The facts favorable to the jury's verdict reveal that, while patrolling on December 30, 2000, Deputy Robert Olesky of the Madison County Sheriff's Department observed two men, later identified as the defendants, walking with long guns but not wearing “hunter orange” clothing. Concerned that the defendants might be in violation of hunting laws, Olesky pulled his patrol car to the side of the road and observed the defendants with binoculars. Chris was carrying a rifle and pointed it at something on the ground a short distance away, shooting approximately twenty times. Mark fired a shotgun twice, once at a short distance away and once at very close range, “pretty much just straight down towards its feet.” Transcript at 30.
Olesky drove up to the defendants and discovered that they had been shooting at a cat. The cat had been hit numerous times and was dead. Olesky took possession of the rifle Chris had been using and eventually retrieved the shotgun from Mark as well, which was determined to be below the statutory minimum length. The State charged both defendants with Cruelty to an Animal and charged Mark with Dealing in a Sawed-off Shotgun. Following a jury trial held on June 6, 2002, both defendants were found guilty as charged. The trial court entered judgment on the convictions and sentenced Chris to one year suspended and to be served on probation. Mark was sentenced to three years incarceration, with six months executed and to be served in a work-release program and thirty months suspended and to be served on probation.
I
Dealing in a Sawed-off Shotgun
Mark claims that the evidence is insufficient to support his conviction for Dealing in a Sawed-off Shotgun. The statute defining this offense states, “A person who ․ gives, lends, or possesses ․ any sawed-off shotgun commits dealing in a sawed-off shotgun, a Class D felony.” Ind.Code § 35-47-5-4.1(a) (Burns Code Ed. Repl.1998). A “sawed-off shotgun” is defined as:
“(1) a shotgun having one (1) or more barrels less than eighteen (18) inches in length; and
(2) any weapon made from a shotgun (whether by alteration, modification, or otherwise) if the weapon as modified has an overall length of less than twenty-six (26) inches.” Ind.Code § 35-47-1-10 (Burns Code Ed. Repl.1998).
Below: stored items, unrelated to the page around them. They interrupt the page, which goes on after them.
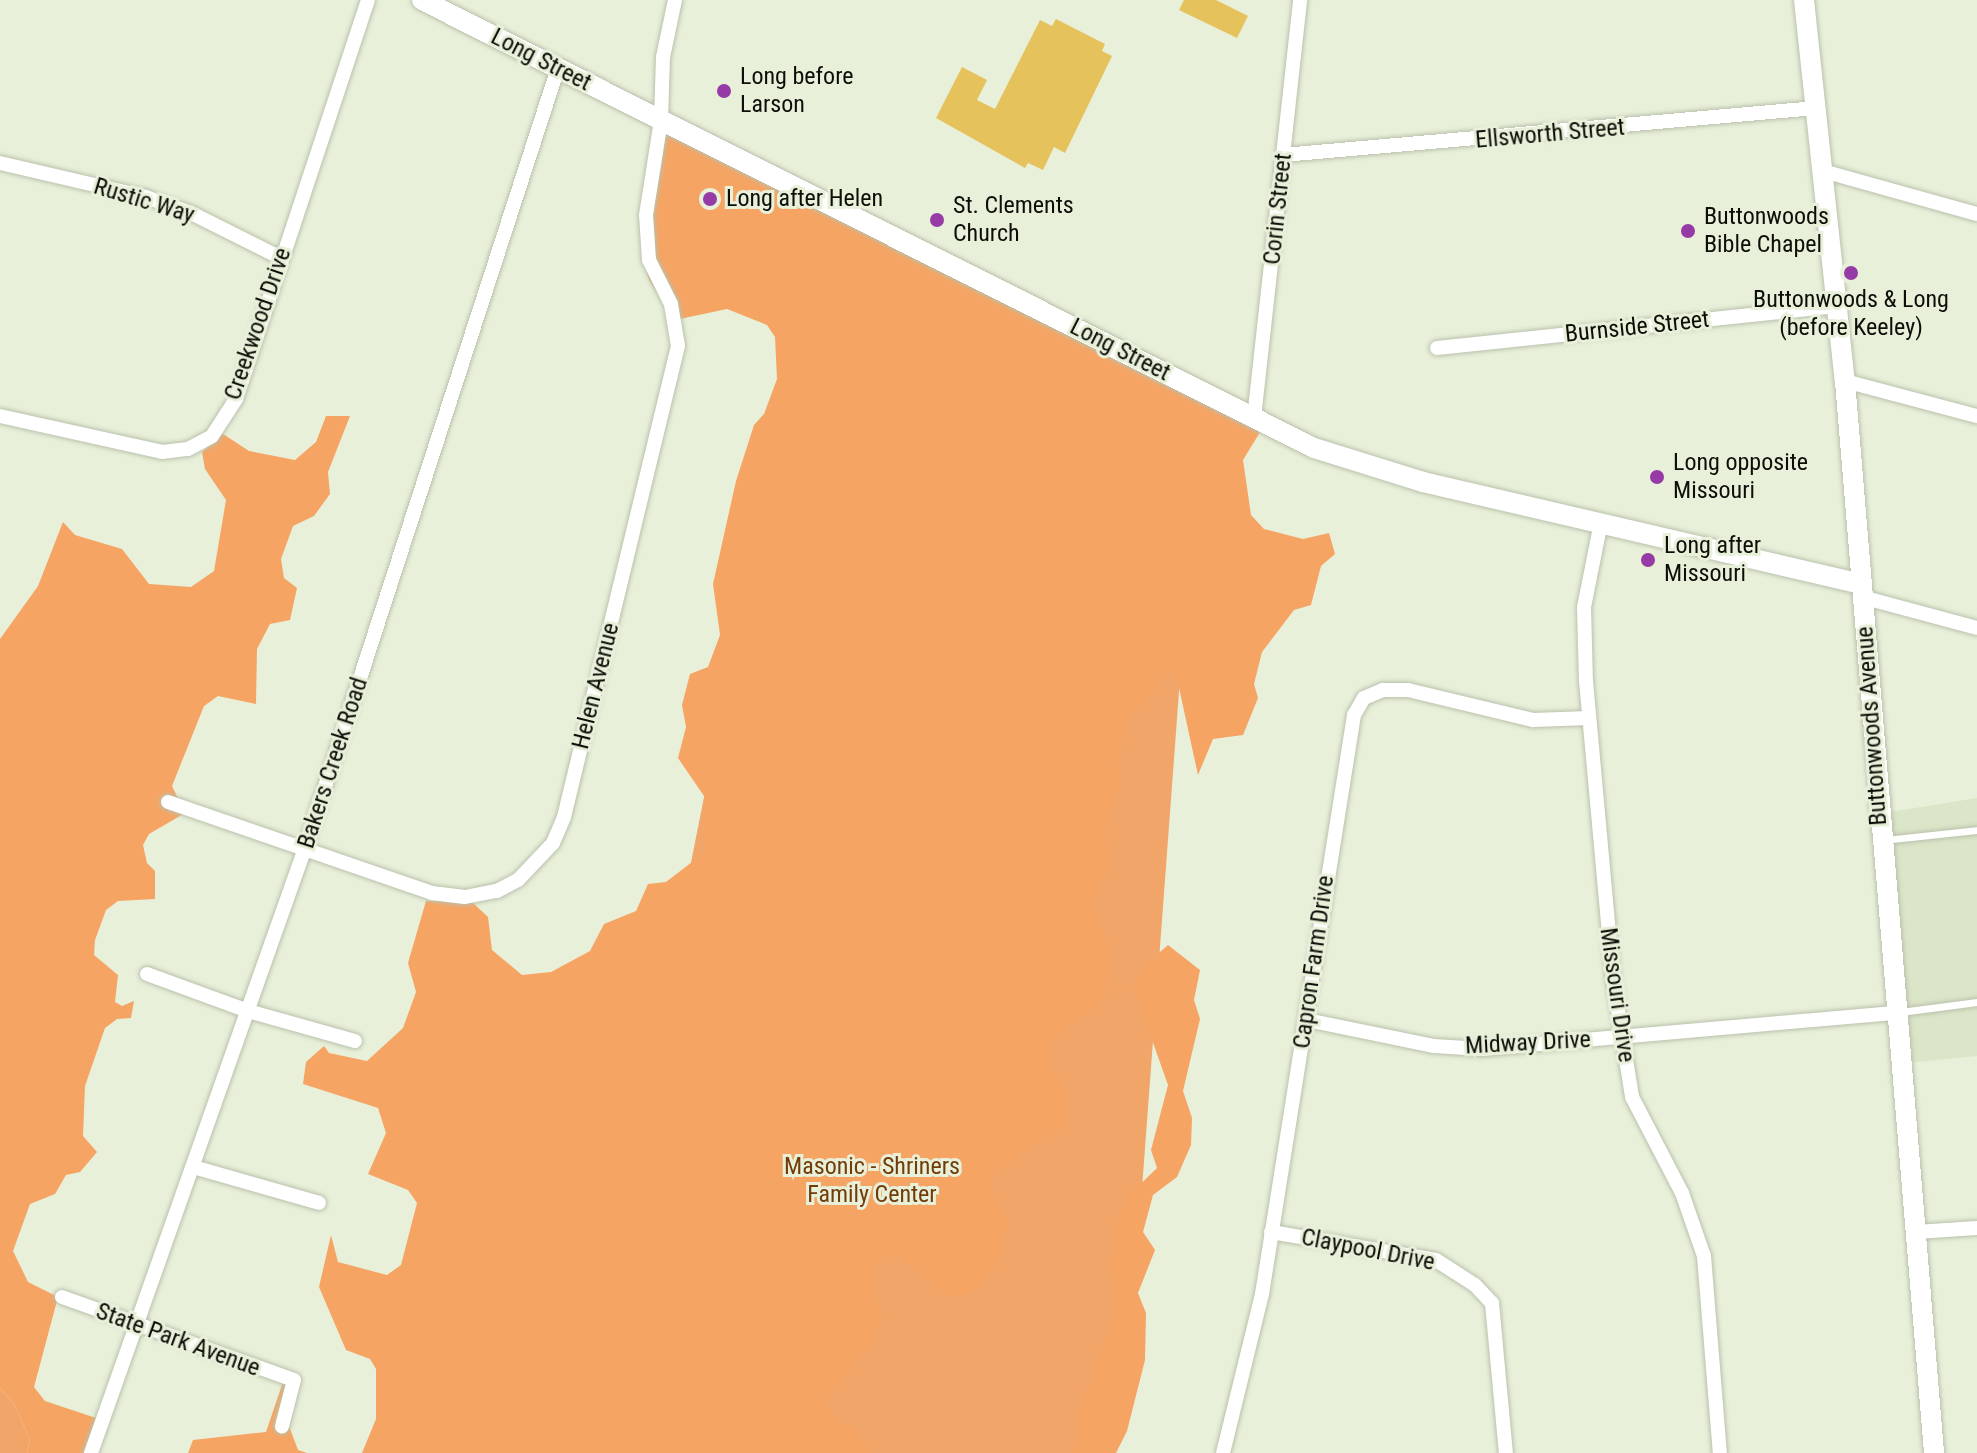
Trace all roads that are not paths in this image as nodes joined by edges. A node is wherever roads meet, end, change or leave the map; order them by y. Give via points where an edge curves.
1 (368, 0) edge
2 (422, 0) edge
3 (675, 0) edge
4 (1300, 0) edge
5 (1804, 0) edge
6 (558, 68) junction
7 (1816, 108) junction
8 (661, 120) junction
9 (1283, 155) junction
10 (0, 163) edge
11 (1823, 171) junction
12 (1977, 214) edge
13 (281, 258) junction
14 (1837, 306) junction
15 (1437, 348) dead end
16 (1845, 381) junction
17 (0, 416) edge
18 (1977, 416) edge
19 (1254, 418) junction
20 (1601, 522) junction
21 (1862, 590) junction
22 (1977, 628) edge
23 (1589, 718) junction
24 (168, 802) dead end
25 (1977, 830) edge
26 (1880, 840) junction
27 (305, 848) junction
28 (147, 974) dead end
29 (1977, 1002) edge
30 (248, 1011) junction
31 (1896, 1013) junction
32 (1307, 1020) junction
33 (1621, 1037) junction
34 (355, 1041) dead end
35 (193, 1167) junction
36 (319, 1203) dead end
37 (1977, 1228) edge
38 (1271, 1232) junction
39 (1916, 1232) junction
40 (62, 1297) dead end
41 (136, 1327) junction
42 (282, 1426) dead end
43 (91, 1453) edge
44 (1223, 1453) edge
45 (1506, 1453) edge
46 (1720, 1453) edge
47 (1934, 1453) edge

1 - 13 street, Creekwood Drive
2 - 6 street, Long Street
3 - 8 street, Helen Avenue via 663,57
4 - 9 street, Corin Street
5 - 7 street, Buttonwoods Avenue
6 - 8 street, Long Street
6 - 27 street, Bakers Creek Road
7 - 9 street, Ellsworth Street
7 - 11 street, Buttonwoods Avenue
8 - 19 street, Long Street
8 - 27 street, Helen Avenue via 646,215 649,260 671,304 678,346 564,817 553,843 518,880 497,891 465,897 432,893
9 - 19 street, Corin Street
10 - 13 street, Rustic Way via 146,197
11 - 12 street
11 - 14 street, Buttonwoods Avenue
13 - 17 street, Creekwood Drive via 236,399 212,436 188,449 162,452
14 - 15 street, Burnside Street
14 - 16 street, Buttonwoods Avenue
16 - 18 street
16 - 21 street, Buttonwoods Avenue
19 - 20 street, Long Street via 1314,448 1423,482
20 - 21 street, Long Street
20 - 23 street, Missouri Drive via 1584,607
21 - 22 street
21 - 26 street, Buttonwoods Avenue
23 - 32 street, Capron Farm Drive via 1533,720 1408,690 1383,690 1364,698 1345,750
23 - 33 street, Missouri Drive
24 - 27 street, Helen Avenue
25 - 26 lane
26 - 31 street, Buttonwoods Avenue
27 - 30 street, Bakers Creek Road
28 - 30 street
29 - 31 lane
30 - 34 street
30 - 35 street, Bakers Creek Road
31 - 33 street, Midway Drive
31 - 39 street, Buttonwoods Avenue
32 - 33 street, Midway Drive via 1434,1046 1482,1049
32 - 38 street, Capron Farm Drive
33 - 46 street, Missouri Drive via 1632,1097 1682,1193 1704,1256
35 - 36 street
35 - 41 street, Bakers Creek Road
37 - 39 street
38 - 44 street, Capron Farm Drive
38 - 45 street, Claypool Drive via 1436,1260 1475,1285 1492,1303
39 - 47 street, Buttonwoods Avenue
40 - 41 street, State Park Avenue
41 - 42 street, State Park Avenue via 294,1380
41 - 43 street, Bakers Creek Road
A shotgun meeting either of these definitions is considered a sawed-off shotgun.1 Brook v. State, 448 N.E.2d 1249, 1251 (Ind.Ct.App.1983).
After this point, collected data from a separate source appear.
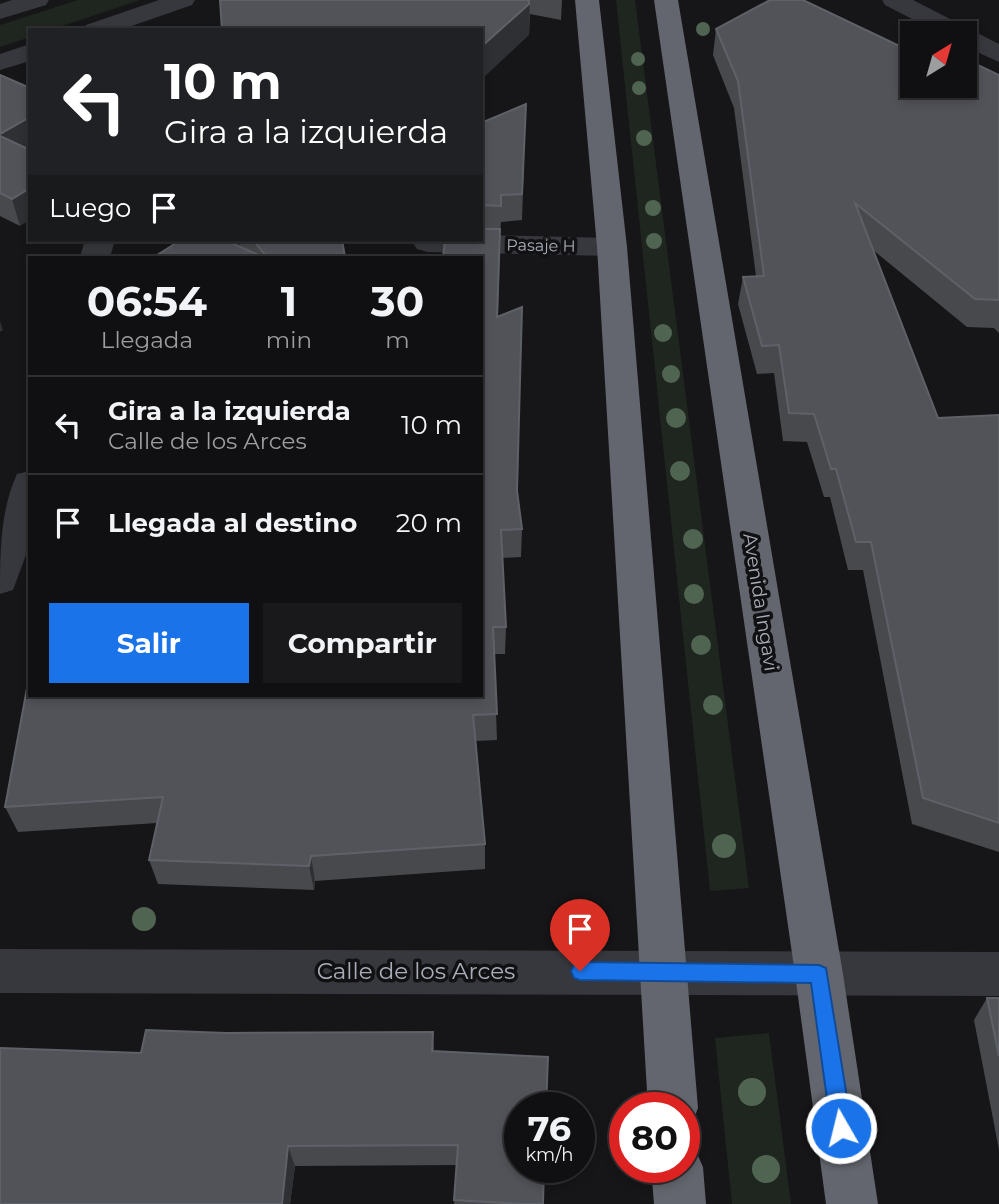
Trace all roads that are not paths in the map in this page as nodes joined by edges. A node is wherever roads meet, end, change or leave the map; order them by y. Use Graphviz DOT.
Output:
graph roads {
  1 [pos="37,0"];
  2 [pos="587,0"];
  3 [pos="666,0"];
  4 [pos="894,0"];
  5 [pos="175,3"];
  6 [pos="0,12"];
  7 [pos="935,21"];
  8 [pos="101,28"];
  9 [pos="162,28"];
  10 [pos="977,43"];
  11 [pos="28,53"];
  12 [pos="999,54"];
  13 [pos="0,62"];
  14 [pos="428,243"];
  15 [pos="612,247"];
  16 [pos="28,488"];
  17 [pos="6,540"];
  18 [pos="0,580"];
  19 [pos="0,971"];
  20 [pos="663,971"];
  21 [pos="819,974"];
  22 [pos="999,974"];
  23 [pos="672,1092"];
  24 [pos="678,1183"];
  25 [pos="680,1204"];
  26 [pos="852,1204"];
  1 -- 6 [label="street"];
  2 -- 15 [label="highway"];
  3 -- 21 [label="highway, Avenida Ingavi"];
  4 -- 7 [label="street"];
  5 -- 8 [label="street"];
  5 -- 9 [label="street"];
  10 -- 12 [label="street"];
  11 -- 13 [label="street"];
  14 -- 15 [label="street, Pasaje H"];
  15 -- 20 [label="highway"];
  16 -- 17 [label="street"];
  17 -- 18 [label="street"];
  19 -- 20 [label="street, Calle de los Arces"];
  20 -- 21 [label="street, Calle de los Arces"];
  20 -- 23 [label="highway"];
  21 -- 22 [label="street, Calle de los Arces"];
  21 -- 26 [label="highway, Avenida Ingavi"];
  24 -- 25 [label="highway"];
}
In the present case, Mark does not deny that the shotgun he possessed was prohibited by the above-cited statute. He does, however, claim that despite the lack of a mens rea element in I.C. § 35-47-5-4.1, there must nevertheless be some showing that he knew that the weapon he possessed was contrary to the statute. The State counters that in Brook, 448 N.E.2d at 1252, this court held that the predecessor statute to I.C. § 35-47-5-4.1, Ind.Code § 35-23-9.1-2(a),2 defined a crime of general rather than specific intent. The State therefore argues that it did not have to prove that Mark intentionally or knowingly possessed a sawed-off shotgun. Regardless, even if we were to accept the view that the State was somehow required to prove specific intent, the evidence reveals that Mark knew that the shotgun in his possession was not within the legal length restrictions. Officer Olesky testified that when he asked Mark why he had hidden the shotgun, Mark replied, “ ‘[be]cause it's too short.’ ” Transcript at 36.
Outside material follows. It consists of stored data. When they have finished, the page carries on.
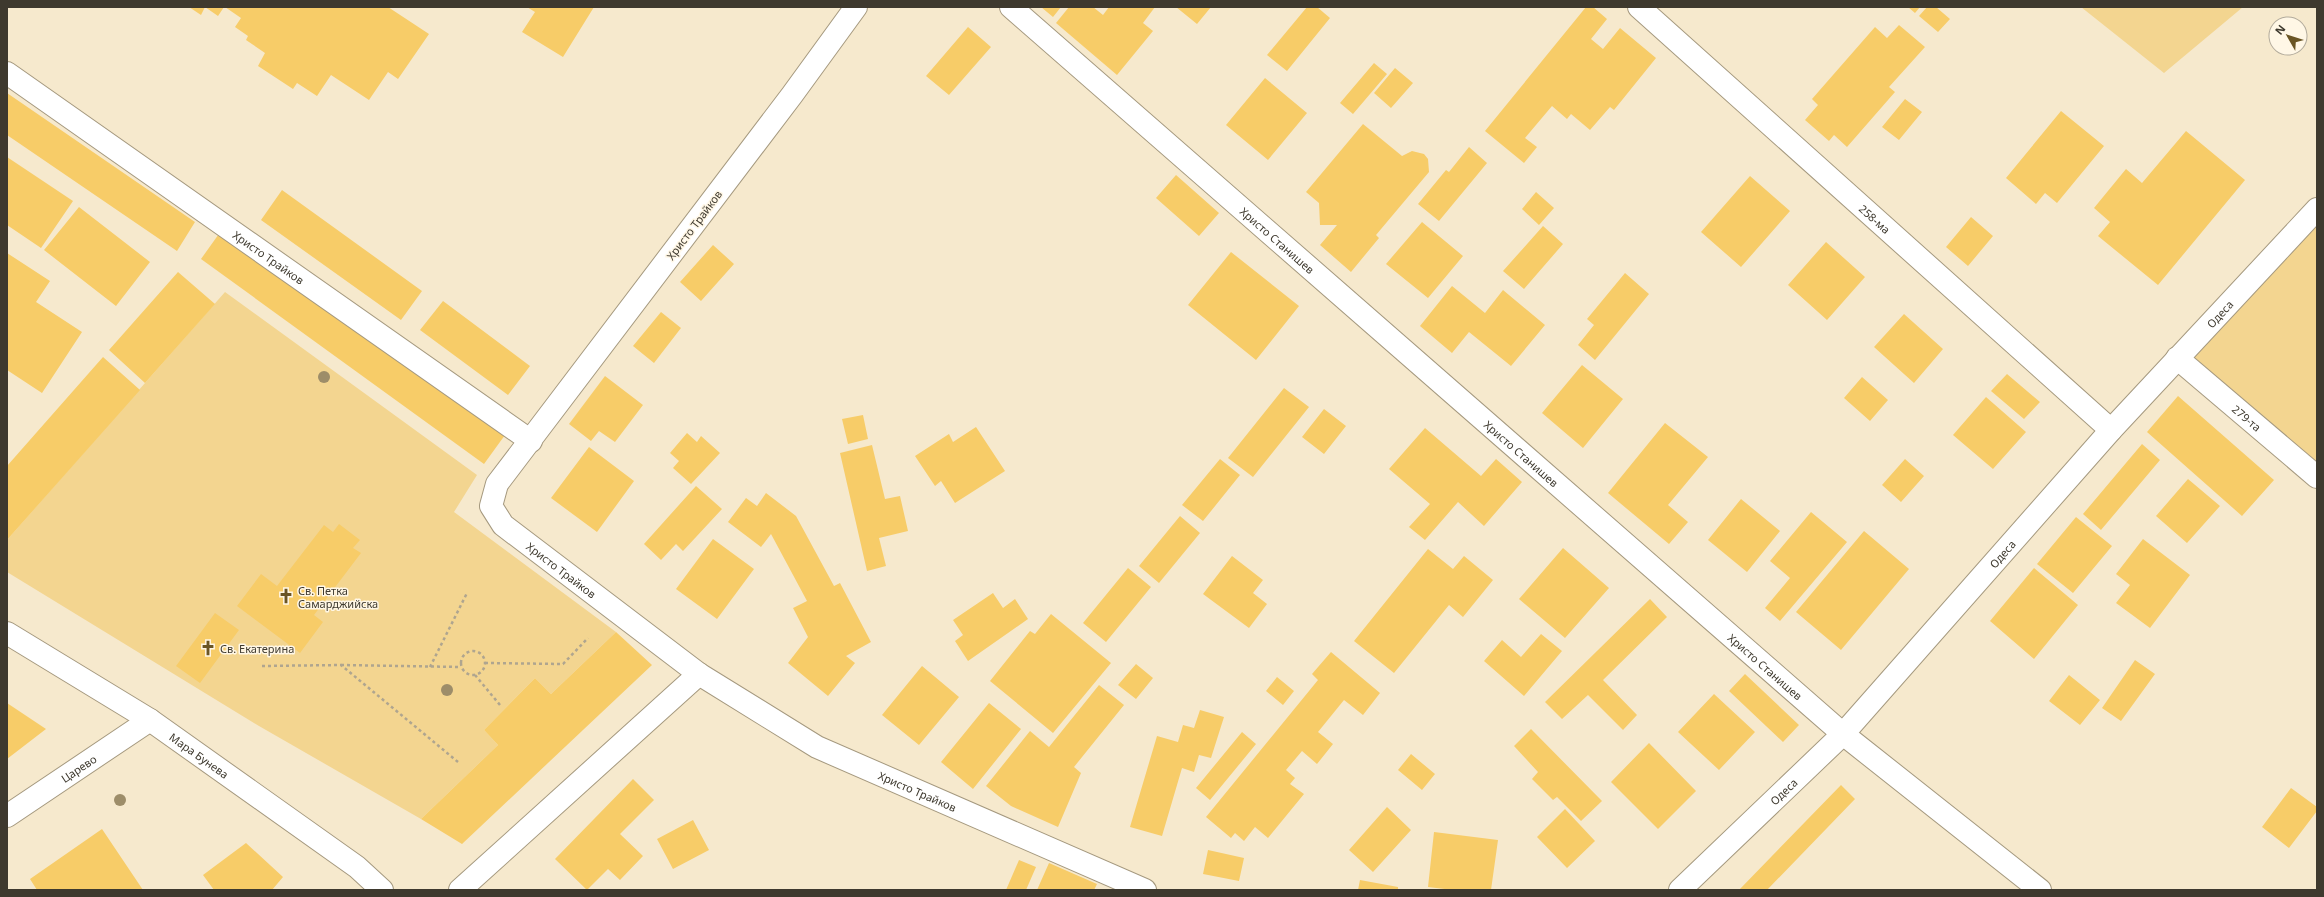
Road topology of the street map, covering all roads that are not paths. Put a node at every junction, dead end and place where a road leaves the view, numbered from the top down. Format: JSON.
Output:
{"nodes":[{"id":1,"x":856,"y":7,"type":"edge"},
{"id":2,"x":1011,"y":7,"type":"edge"},
{"id":3,"x":1639,"y":7,"type":"edge"},
{"id":4,"x":7,"y":73,"type":"edge"},
{"id":5,"x":2317,"y":209,"type":"edge"},
{"id":6,"x":2177,"y":358,"type":"junction"},
{"id":7,"x":2111,"y":430,"type":"junction"},
{"id":8,"x":531,"y":441,"type":"junction"},
{"id":9,"x":2317,"y":477,"type":"edge"},
{"id":10,"x":7,"y":632,"type":"edge"},
{"id":11,"x":699,"y":674,"type":"junction"},
{"id":12,"x":150,"y":720,"type":"junction"},
{"id":13,"x":1843,"y":734,"type":"junction"},
{"id":14,"x":7,"y":816,"type":"edge"},
{"id":15,"x":382,"y":890,"type":"edge"},
{"id":16,"x":460,"y":890,"type":"edge"},
{"id":17,"x":1145,"y":890,"type":"edge"},
{"id":18,"x":1680,"y":890,"type":"edge"},
{"id":19,"x":2040,"y":890,"type":"edge"}],
"edges":[{"from":1,"to":8,"type":"street","name":"Христо Трайков"},
{"from":2,"to":13,"type":"street","name":"Христо Станишев"},
{"from":3,"to":7,"type":"street","name":"258-ма"},
{"from":4,"to":8,"type":"street","name":"Христо Трайков"},
{"from":5,"to":6,"type":"street","name":"Одеса"},
{"from":6,"to":7,"type":"street","name":"Одеса"},
{"from":6,"to":9,"type":"street","name":"279-та"},
{"from":7,"to":13,"type":"street","name":"Одеса"},
{"from":8,"to":11,"type":"street","name":"Христо Трайков"},
{"from":10,"to":12,"type":"street","name":"Мара Бунева"},
{"from":11,"to":16,"type":"street"},
{"from":11,"to":17,"type":"street","name":"Христо Трайков"},
{"from":12,"to":14,"type":"street","name":"Царево"},
{"from":12,"to":15,"type":"street","name":"Мара Бунева"},
{"from":13,"to":18,"type":"street","name":"Одеса"},
{"from":13,"to":19,"type":"street","name":"Христо Станишев"}]}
Mark also claims that the shotgun in his possession measured 25 7/8, which is only 1/8 below the legally permissible length. See I.C. § 35-47-1-10(2). Officer Olesky testified that the shotgun measured 25 1/2 and that the barrel was 13 1/2 in length. Thus, the barrel length was 4 1/2 below the legally permissible length. See I.C. § 35-47-1-10(1). Under either subsection of I.C. § 35-47-1-10, Mark possessed a sawed-off shotgun, and possession of a sawed-off shotgun is sufficient to support a conviction for dealing in a sawed-off shotgun. Brook, 448 N.E.2d at 1251-52.
II
Cruelty to an Animal
The defendants claim that the evidence is insufficient to support their convictions for Cruelty to an Animal. The statute under which the defendants were charged reads in relevant part, “A person who knowingly or intentionally tortures, beats, or mutilates a vertebrate animal commits cruelty to an animal, a Class A misdemeanor.” Ind.Code § 35-46-3-12(a) (Burns Code Ed. Repl.1998).3 Here, Chris was charged as follows:
“On or about December 30, 2000, at a location in Madison County, State of Indiana, Christopher A. Hall did knowingly or intentionally mutilate a vertebrate animal, to-wit: by firing approximately thirty (30) projectiles from a shotgun into the body of a carcass of a cat until the cat was dead and its corpse mutilated.” Appendix at 35.
Mark was charged with nearly identical language.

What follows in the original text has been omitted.